The authors evaluate APAK on a substantial corpus of 1,663 real‑world OpenHarmony applications collected from public repositories. They compare three metrics across CHA, RTA, and APAK:

• Valid edge coverage – APAK achieves a coverage comparable to CHA but improves over RTA by 34.2 %.
• Call‑graph accuracy – Across 12 manually verified samples, APAK’s precision improves by 5.1 % to 49.8 % relative to the baselines.
• False‑positive rate – The rate drops dramatically from 20 % (CHA/RTA) to 2 % with APAK.
• Performance – Analysis time remains on par with CHA; the overhead introduced by plugins is negligible.

These results demonstrate that APAK can accurately track dynamically created objects, closure propagation, and indirect calls mediated by AppStorage—scenarios where CHA and RTA either miss edges or introduce excessive spurious edges. By reducing false positives and increasing coverage, APAK creates a reliable foundation for higher‑level analyses such as taint tracking, memory‑leak detection, or automated refactoring.

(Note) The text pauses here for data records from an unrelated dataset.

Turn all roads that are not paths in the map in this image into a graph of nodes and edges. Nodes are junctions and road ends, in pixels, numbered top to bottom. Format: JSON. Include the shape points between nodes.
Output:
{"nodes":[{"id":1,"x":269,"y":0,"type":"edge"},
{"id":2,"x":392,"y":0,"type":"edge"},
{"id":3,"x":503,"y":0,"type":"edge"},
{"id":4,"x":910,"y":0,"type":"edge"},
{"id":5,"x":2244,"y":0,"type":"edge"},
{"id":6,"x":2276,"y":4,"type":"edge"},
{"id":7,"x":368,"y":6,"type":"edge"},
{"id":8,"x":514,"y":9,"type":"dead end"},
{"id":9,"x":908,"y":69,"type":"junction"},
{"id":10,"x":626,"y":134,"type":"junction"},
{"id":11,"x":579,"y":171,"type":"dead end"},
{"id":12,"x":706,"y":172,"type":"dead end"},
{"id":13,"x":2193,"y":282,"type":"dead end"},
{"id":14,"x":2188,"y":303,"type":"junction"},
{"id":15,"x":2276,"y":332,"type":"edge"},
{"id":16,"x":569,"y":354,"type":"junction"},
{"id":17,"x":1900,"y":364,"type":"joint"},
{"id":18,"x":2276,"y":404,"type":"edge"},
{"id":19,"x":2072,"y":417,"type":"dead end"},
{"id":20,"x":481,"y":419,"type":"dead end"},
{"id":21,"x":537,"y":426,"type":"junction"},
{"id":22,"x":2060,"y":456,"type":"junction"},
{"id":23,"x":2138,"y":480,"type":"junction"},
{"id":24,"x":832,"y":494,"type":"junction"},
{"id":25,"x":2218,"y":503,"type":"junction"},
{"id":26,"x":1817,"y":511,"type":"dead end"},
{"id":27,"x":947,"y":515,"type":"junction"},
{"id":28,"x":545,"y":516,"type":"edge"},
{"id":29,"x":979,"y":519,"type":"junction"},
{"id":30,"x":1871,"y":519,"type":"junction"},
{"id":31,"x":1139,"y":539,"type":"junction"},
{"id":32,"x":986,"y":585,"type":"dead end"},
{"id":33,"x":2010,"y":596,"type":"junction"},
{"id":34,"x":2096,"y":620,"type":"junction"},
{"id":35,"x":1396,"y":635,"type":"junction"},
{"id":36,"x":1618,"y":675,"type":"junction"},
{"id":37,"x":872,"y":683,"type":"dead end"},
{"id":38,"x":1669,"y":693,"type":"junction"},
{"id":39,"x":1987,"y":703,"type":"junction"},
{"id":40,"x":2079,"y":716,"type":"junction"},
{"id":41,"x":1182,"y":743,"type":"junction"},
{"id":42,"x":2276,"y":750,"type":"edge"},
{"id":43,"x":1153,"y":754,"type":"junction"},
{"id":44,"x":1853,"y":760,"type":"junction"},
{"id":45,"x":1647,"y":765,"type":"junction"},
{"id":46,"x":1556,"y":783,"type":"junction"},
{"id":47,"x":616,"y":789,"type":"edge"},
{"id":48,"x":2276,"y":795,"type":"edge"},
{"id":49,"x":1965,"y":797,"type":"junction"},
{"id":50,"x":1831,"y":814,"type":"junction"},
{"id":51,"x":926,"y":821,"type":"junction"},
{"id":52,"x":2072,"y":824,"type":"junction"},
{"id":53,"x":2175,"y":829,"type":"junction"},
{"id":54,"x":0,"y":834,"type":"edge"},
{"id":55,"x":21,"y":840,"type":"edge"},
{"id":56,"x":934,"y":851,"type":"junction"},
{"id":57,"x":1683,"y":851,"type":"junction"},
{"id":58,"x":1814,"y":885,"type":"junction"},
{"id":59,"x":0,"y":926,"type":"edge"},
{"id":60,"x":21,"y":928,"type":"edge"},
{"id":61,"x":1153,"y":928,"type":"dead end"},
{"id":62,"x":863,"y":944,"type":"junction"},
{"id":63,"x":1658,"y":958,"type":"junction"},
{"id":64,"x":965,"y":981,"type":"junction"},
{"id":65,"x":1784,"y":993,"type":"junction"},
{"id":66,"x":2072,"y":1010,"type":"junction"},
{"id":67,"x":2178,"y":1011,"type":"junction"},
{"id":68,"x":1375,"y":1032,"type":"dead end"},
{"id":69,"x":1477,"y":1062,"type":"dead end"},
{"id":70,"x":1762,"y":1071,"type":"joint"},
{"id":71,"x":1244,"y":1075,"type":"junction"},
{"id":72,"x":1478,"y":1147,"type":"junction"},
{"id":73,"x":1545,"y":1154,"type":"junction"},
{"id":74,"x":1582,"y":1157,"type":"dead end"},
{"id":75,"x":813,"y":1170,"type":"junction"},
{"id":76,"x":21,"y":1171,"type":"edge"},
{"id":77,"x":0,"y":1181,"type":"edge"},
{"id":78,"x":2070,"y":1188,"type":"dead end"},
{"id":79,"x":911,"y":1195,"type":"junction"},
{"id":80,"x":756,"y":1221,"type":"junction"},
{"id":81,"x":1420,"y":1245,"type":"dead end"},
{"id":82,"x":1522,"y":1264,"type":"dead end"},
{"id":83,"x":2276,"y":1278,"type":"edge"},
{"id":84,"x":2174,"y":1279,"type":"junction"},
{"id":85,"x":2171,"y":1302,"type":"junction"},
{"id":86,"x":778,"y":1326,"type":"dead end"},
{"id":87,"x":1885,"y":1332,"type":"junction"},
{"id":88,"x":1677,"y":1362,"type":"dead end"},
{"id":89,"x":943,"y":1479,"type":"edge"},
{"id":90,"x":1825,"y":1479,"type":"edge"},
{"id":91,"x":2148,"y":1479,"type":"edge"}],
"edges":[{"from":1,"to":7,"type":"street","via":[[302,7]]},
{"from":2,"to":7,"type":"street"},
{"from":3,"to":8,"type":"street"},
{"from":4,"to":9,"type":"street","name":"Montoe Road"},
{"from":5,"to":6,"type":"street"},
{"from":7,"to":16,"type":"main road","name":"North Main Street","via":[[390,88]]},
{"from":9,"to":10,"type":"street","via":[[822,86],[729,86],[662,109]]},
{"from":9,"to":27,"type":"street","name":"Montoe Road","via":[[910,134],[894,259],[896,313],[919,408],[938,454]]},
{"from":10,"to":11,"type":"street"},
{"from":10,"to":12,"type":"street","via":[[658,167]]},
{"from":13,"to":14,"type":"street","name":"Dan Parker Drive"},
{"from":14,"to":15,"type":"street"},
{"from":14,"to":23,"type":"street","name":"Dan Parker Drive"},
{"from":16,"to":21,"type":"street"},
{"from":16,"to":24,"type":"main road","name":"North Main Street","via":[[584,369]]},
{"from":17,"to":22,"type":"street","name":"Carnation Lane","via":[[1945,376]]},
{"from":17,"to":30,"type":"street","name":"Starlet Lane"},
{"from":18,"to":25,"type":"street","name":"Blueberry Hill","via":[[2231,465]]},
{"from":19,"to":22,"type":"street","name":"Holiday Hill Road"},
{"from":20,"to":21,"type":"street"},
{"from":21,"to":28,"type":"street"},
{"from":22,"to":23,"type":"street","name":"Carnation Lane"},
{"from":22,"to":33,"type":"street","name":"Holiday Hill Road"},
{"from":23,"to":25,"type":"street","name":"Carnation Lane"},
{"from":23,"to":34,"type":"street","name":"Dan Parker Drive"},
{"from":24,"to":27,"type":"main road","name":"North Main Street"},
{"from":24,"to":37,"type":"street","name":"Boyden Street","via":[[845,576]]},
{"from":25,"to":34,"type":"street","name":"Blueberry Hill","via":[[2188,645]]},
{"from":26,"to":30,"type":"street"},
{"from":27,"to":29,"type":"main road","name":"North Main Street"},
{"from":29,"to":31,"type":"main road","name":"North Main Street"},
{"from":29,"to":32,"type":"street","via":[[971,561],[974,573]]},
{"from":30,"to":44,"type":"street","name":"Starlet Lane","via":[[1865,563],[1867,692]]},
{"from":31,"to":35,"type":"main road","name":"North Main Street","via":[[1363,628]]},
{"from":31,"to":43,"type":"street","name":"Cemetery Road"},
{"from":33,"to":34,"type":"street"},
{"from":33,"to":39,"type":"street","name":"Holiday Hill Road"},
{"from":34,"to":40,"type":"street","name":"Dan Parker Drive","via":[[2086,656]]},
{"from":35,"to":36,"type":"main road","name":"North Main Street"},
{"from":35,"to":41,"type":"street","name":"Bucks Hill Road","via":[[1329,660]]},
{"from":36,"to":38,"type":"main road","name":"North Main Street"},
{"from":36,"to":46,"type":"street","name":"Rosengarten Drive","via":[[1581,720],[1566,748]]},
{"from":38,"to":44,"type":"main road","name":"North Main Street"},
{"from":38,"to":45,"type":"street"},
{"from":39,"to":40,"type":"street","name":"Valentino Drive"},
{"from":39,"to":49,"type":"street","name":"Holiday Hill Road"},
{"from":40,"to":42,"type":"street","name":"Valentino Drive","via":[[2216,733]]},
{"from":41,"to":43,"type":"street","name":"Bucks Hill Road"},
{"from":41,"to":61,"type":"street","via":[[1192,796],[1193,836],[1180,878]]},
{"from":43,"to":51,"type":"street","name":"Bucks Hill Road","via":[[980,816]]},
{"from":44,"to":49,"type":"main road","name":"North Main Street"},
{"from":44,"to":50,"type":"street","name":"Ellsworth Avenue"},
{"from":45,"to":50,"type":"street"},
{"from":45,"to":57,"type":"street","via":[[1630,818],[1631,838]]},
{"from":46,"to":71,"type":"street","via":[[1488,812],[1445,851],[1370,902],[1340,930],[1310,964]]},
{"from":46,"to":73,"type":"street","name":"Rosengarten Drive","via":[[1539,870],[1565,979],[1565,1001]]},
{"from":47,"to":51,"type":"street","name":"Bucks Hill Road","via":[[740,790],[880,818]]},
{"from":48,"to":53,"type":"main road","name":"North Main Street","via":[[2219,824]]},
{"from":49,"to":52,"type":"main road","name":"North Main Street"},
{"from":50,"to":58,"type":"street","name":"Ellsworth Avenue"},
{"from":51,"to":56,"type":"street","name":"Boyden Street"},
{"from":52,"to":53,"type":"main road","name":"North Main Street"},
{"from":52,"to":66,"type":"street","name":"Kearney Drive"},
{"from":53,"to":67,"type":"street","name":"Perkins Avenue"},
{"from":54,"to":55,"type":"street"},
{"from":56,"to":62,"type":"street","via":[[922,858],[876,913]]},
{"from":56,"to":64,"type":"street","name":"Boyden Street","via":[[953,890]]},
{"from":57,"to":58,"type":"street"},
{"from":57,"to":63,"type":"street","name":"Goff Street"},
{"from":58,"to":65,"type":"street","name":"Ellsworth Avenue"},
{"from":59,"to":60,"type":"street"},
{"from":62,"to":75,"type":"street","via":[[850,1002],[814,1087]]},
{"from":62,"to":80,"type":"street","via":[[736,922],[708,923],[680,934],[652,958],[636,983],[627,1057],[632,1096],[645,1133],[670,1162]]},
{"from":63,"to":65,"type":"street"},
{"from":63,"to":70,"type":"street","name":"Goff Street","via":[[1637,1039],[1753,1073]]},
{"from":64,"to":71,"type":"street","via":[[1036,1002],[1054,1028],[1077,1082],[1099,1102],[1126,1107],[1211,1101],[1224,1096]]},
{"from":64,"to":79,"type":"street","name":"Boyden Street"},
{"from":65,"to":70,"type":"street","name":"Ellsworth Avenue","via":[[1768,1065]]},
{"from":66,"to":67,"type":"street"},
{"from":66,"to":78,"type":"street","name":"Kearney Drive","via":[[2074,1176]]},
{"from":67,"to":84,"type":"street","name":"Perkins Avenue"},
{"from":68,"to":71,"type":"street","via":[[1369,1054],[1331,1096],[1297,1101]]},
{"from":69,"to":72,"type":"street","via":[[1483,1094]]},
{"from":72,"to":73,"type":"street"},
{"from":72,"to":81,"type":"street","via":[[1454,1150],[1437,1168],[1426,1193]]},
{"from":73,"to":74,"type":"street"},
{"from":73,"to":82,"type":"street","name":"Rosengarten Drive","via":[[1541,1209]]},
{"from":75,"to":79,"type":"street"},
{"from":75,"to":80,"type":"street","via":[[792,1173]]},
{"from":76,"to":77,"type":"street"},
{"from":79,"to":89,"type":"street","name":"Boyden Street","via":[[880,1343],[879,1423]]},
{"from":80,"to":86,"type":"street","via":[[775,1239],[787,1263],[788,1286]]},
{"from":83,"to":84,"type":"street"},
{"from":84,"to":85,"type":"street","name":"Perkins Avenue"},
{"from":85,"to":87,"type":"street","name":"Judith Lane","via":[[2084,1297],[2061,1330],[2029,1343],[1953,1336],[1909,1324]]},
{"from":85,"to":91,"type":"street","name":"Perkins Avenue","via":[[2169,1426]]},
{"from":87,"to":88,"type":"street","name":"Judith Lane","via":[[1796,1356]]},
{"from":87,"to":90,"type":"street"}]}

The paper lists four concrete contributions: (1) the design of the first context‑sensitive pointer analysis framework for ArkTS; (2) a customized heap abstraction and context strategy tailored to OpenHarmony’s architecture; (3) an extensive empirical evaluation on a large real‑world dataset; and (4) open‑sourcing both the dataset and the APAK implementation, the latter being merged into the official ArkAnalyzer repository.

The authors acknowledge some limitations: the current language model abstracts away control‑flow constructs (loops, conditionals), which may affect analyses that depend on precise path sensitivity; and while the plugin system is powerful, authoring new plugins still requires expertise in the underlying IR. Future work includes integrating control‑flow modeling, automating plugin generation, and extending APAK to support data‑flow, taint, and security analyses.

In summary, APAK represents a significant advancement for static analysis in the OpenHarmony ecosystem. By providing a precise, extensible, and context‑aware pointer analysis, it overcomes the inherent dynamism of ArkTS, dramatically improves call‑graph quality, and paves the way for sophisticated security and performance tools built atop the ArkAnalyzer platform.